◆ EXERCISE BRIEF ◆
Within the records that follow, find every line containing the string "Abraham". Copy those lines.

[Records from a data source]
- Opening Delimiter -

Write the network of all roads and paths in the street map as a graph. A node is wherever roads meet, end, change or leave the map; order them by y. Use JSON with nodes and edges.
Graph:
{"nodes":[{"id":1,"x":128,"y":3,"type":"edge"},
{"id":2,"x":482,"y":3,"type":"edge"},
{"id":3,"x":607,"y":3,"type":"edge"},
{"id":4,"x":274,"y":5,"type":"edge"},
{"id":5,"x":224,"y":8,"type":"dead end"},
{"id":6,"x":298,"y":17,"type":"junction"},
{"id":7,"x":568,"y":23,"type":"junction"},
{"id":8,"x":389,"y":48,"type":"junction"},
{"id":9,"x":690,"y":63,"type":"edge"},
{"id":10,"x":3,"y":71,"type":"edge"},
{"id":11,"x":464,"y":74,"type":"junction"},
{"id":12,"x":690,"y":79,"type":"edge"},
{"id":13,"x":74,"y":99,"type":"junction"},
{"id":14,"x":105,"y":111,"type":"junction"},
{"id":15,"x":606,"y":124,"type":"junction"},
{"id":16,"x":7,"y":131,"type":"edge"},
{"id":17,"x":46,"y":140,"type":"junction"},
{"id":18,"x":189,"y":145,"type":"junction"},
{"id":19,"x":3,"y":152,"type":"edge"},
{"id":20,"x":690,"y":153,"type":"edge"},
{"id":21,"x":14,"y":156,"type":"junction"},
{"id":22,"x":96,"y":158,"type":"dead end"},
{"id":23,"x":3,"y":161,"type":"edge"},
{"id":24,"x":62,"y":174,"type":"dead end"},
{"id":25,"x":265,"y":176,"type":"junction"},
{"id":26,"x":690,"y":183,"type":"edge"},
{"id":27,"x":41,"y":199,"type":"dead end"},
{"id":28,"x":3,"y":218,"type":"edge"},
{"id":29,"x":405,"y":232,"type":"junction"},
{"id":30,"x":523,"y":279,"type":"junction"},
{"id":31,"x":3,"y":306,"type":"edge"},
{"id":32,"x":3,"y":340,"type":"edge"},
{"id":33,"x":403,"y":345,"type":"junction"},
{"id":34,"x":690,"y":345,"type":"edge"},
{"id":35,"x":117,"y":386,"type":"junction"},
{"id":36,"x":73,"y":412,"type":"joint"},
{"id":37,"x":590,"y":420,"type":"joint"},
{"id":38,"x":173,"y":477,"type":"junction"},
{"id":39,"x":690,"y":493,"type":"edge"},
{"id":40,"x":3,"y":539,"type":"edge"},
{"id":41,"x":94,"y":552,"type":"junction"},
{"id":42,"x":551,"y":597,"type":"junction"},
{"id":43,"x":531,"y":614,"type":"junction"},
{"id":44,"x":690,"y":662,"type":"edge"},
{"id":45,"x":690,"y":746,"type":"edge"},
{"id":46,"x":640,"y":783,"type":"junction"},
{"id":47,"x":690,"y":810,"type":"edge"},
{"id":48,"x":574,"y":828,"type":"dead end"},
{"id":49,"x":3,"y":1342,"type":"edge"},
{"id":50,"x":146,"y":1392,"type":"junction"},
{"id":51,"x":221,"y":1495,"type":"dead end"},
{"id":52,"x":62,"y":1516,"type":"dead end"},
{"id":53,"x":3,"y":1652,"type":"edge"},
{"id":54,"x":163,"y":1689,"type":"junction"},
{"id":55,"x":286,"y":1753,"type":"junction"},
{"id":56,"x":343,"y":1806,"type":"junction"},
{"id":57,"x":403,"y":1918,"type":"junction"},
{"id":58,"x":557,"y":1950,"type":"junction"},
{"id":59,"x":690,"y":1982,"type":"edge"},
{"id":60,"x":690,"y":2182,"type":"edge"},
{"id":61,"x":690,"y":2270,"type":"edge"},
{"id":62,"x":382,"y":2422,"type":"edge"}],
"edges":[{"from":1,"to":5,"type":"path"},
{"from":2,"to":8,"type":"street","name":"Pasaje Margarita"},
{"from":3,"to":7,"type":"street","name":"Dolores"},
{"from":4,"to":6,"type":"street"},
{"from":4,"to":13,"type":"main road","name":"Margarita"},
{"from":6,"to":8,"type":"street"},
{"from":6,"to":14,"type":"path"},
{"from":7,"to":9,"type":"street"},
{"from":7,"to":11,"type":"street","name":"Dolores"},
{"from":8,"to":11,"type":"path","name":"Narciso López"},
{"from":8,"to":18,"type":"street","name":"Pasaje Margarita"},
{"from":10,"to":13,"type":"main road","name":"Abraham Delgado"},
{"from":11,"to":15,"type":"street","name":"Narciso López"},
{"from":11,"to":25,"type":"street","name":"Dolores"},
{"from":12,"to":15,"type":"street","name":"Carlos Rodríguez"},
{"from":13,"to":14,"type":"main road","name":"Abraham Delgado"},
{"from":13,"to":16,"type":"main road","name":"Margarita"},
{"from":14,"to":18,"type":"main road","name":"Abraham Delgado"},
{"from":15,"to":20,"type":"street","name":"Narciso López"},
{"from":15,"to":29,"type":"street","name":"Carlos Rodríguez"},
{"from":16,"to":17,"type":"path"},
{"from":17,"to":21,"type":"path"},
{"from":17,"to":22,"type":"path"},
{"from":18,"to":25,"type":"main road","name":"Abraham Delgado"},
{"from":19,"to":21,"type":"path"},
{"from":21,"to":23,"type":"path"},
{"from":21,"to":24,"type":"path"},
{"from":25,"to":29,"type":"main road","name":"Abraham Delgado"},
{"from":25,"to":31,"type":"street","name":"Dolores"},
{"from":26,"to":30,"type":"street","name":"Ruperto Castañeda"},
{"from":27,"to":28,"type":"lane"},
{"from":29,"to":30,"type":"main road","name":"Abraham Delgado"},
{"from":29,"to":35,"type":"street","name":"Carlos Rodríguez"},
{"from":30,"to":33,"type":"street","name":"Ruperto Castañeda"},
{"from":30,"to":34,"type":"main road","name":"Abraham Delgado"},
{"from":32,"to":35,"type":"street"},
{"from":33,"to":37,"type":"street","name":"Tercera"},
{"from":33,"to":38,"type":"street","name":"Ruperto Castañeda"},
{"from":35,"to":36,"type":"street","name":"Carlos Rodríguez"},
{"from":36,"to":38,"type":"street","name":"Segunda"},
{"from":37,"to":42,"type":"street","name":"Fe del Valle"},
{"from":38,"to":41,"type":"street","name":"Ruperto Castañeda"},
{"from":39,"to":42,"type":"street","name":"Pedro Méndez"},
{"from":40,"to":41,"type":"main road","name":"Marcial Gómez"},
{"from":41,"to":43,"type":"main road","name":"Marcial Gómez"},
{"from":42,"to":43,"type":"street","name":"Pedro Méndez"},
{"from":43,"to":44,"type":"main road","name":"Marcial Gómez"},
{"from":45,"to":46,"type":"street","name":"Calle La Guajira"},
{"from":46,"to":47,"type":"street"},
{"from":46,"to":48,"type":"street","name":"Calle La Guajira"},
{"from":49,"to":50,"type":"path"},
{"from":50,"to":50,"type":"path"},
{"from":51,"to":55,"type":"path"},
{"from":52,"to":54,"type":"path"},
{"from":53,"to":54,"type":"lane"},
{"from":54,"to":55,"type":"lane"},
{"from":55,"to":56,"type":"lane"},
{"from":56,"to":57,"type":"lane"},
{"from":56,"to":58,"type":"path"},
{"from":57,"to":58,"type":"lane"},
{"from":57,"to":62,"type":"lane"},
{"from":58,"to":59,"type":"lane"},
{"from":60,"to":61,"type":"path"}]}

- Closing Delimiter -

◆ SOLUTION BELOW ◆
{"from":10,"to":13,"type":"main road","name":"Abraham Delgado"},
{"from":13,"to":14,"type":"main road","name":"Abraham Delgado"},
{"from":14,"to":18,"type":"main road","name":"Abraham Delgado"},
{"from":18,"to":25,"type":"main road","name":"Abraham Delgado"},
{"from":25,"to":29,"type":"main road","name":"Abraham Delgado"},
{"from":29,"to":30,"type":"main road","name":"Abraham Delgado"},
{"from":30,"to":34,"type":"main road","name":"Abraham Delgado"},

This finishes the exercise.